Grazie a un altro italiano, di Padova, è stato ideato il pianoforte. Bartolomeo Cristòfori, cembalaro e liutaio, offrì al musicista la possibilità di imprimere espressività alle note suonate. Un’espressività che il clavicembalo di quel tempo non permetteva (non era possibile, infatti, dosare la forza giacché le corde dello strumento erano letteralmente pizzicate). Per raggiungere lo scopo che si era prefissato, pensò che la corda non dovesse essere pizzicata bensì percossa da un martelletto. Un’invenzione che trasformò il clavicembalo in “clavicembalo col piano e col forte“, un precursore cioè dell’odierno pianoforte.

Abbiamo dato un nome alle note musicali. A causa della crescente difficoltà nel memorizzare melodie sempre più lunghe e articolate, nel Medioevo nacque l’esigenza di “notare”, sopra il testo da intonare, alcuni segni (detti neumi) che aiutassero i cantanti dell’epoca a ricordare quantomeno la direzione (ascendente o discendente) della linea melodica. Aiuti, quindi, principalmente mnemonici dai quali prese avvio la moderna notazione musicale. Aiutare la memoria non era sufficiente. I cantori andavano supportati con altri strumenti. Ci pensò nel XII secolo Guido d’Arezzo, noto anche col nome di Guido Monaco. Nato ad Arezzo, fra il 1025 e il 1035, insegnò la musica e il canto. Proprio per aiutare i suoi allievi, prese le iniziali dei versi dell’inno a San Giovanni Battista (Ut queant laxis) e le utilizzò per comporre la scala musicale.

Un’altra storia affascinante riguarda un ciabattino di Salaparuta, in provincia di Trapani. Girolamo La Rocca, insieme a tanti altri suoi compaesani, emigrò a New Orleans. A quel tempo l’America, dopo aver comprato la Louisiana dai francesi, regalava la terra ai contadini disposti a coltivarla. Girolamo aveva sempre fatto parte della banda del paese, suonando un cornetto. Giunto negli USA, andò a vivere a Crescent City. Il figlio, James Dominick, un giorno prese il cornetto al padre e iniziò a esercitarsi.
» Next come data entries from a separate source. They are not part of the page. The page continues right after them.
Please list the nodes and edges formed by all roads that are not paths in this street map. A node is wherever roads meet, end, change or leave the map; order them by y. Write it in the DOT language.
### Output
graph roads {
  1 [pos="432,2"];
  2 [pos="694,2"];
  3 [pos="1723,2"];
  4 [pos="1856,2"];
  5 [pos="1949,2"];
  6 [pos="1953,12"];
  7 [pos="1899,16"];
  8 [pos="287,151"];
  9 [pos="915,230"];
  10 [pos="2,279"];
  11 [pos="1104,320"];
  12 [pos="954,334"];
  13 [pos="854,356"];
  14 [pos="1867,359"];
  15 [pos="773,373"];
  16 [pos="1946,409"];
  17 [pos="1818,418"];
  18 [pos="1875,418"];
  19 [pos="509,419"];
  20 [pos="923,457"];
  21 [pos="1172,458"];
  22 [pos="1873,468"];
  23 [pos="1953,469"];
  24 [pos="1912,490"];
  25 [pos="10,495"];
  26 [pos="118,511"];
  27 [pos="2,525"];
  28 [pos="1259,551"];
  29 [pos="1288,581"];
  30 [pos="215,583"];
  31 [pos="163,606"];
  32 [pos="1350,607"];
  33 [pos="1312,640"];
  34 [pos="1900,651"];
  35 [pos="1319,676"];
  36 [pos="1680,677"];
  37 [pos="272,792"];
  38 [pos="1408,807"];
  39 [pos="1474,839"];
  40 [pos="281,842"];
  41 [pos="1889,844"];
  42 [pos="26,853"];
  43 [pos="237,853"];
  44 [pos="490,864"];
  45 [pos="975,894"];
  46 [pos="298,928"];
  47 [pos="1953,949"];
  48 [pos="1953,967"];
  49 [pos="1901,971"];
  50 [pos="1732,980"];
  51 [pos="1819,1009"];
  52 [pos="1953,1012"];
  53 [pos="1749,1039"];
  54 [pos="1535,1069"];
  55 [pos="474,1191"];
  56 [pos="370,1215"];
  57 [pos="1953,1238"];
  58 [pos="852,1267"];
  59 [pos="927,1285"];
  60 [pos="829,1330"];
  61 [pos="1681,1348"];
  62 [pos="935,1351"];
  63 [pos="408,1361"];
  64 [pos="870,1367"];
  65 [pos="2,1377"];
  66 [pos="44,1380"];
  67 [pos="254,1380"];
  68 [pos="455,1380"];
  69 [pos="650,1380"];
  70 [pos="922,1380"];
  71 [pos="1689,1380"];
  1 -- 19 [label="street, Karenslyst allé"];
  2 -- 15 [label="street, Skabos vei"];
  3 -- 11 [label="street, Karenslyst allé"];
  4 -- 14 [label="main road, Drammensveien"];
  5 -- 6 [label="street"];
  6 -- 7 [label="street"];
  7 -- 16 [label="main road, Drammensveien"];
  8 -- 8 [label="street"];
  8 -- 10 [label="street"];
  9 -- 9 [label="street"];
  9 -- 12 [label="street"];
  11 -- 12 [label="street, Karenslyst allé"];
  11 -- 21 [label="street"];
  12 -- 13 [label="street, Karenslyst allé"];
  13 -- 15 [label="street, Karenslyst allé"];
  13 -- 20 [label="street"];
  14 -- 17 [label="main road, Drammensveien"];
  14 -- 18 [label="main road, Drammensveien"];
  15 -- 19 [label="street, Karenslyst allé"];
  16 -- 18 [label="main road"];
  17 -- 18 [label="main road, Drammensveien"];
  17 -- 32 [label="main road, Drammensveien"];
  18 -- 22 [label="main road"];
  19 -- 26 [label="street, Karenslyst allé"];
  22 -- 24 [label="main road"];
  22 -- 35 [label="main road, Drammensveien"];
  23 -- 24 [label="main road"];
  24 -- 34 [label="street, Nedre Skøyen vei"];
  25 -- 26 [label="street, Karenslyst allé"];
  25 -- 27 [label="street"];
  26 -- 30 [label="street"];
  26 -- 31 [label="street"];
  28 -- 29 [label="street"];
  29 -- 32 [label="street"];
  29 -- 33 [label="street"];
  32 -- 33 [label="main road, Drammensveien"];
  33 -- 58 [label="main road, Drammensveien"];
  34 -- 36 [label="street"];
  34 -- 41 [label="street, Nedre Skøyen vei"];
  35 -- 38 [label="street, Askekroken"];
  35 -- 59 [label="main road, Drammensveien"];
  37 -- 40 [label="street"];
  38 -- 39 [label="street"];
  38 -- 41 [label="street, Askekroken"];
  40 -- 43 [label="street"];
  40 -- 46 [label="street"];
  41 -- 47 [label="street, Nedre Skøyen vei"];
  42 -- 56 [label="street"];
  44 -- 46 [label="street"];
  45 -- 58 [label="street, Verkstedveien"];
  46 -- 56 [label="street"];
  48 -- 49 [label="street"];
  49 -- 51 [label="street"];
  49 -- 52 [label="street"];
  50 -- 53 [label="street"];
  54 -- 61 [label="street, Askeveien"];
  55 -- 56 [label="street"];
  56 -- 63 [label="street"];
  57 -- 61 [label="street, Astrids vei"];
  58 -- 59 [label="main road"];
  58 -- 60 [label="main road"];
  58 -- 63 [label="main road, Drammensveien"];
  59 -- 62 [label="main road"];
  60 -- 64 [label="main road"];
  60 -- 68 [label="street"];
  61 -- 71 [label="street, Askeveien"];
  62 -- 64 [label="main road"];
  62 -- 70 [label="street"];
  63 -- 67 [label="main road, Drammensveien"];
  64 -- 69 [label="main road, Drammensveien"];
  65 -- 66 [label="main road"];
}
Lo fece per lunghe ore, per giorni e mesi. Dovette scontrarsi però con un ostacolo: il suo stesso padre. Girolamo, infatti, era contrario alle aspirazioni musicali del giovane Dominick. Aspirava a una carriera di medico per il figlio… chissà se vivendo sarebbe stato comunque felice saperlo come l’inventore del jazz. Il mondo, però, non tardò ad accorgersi di lui. Di “Nick La Rocca”, come chiamavano James Dominick La Rocca, ci parla nientemeno che Louis Armstrong, facendoci una rivelazione sensazionale: “Appena quattro anni prima che imparassi a suonare la tromba nella Waif’s Home, ovvero nel 1909, a New Orleans un cornettista di nome James Dominick La Rocca formò la prima orchestra jazz”. La Rocca e la Original Dixieland Jass Band, questo il nome iniziale della sua formazione poi divenuta Original Dixiland Jazz Band, ebbero un enorme successo.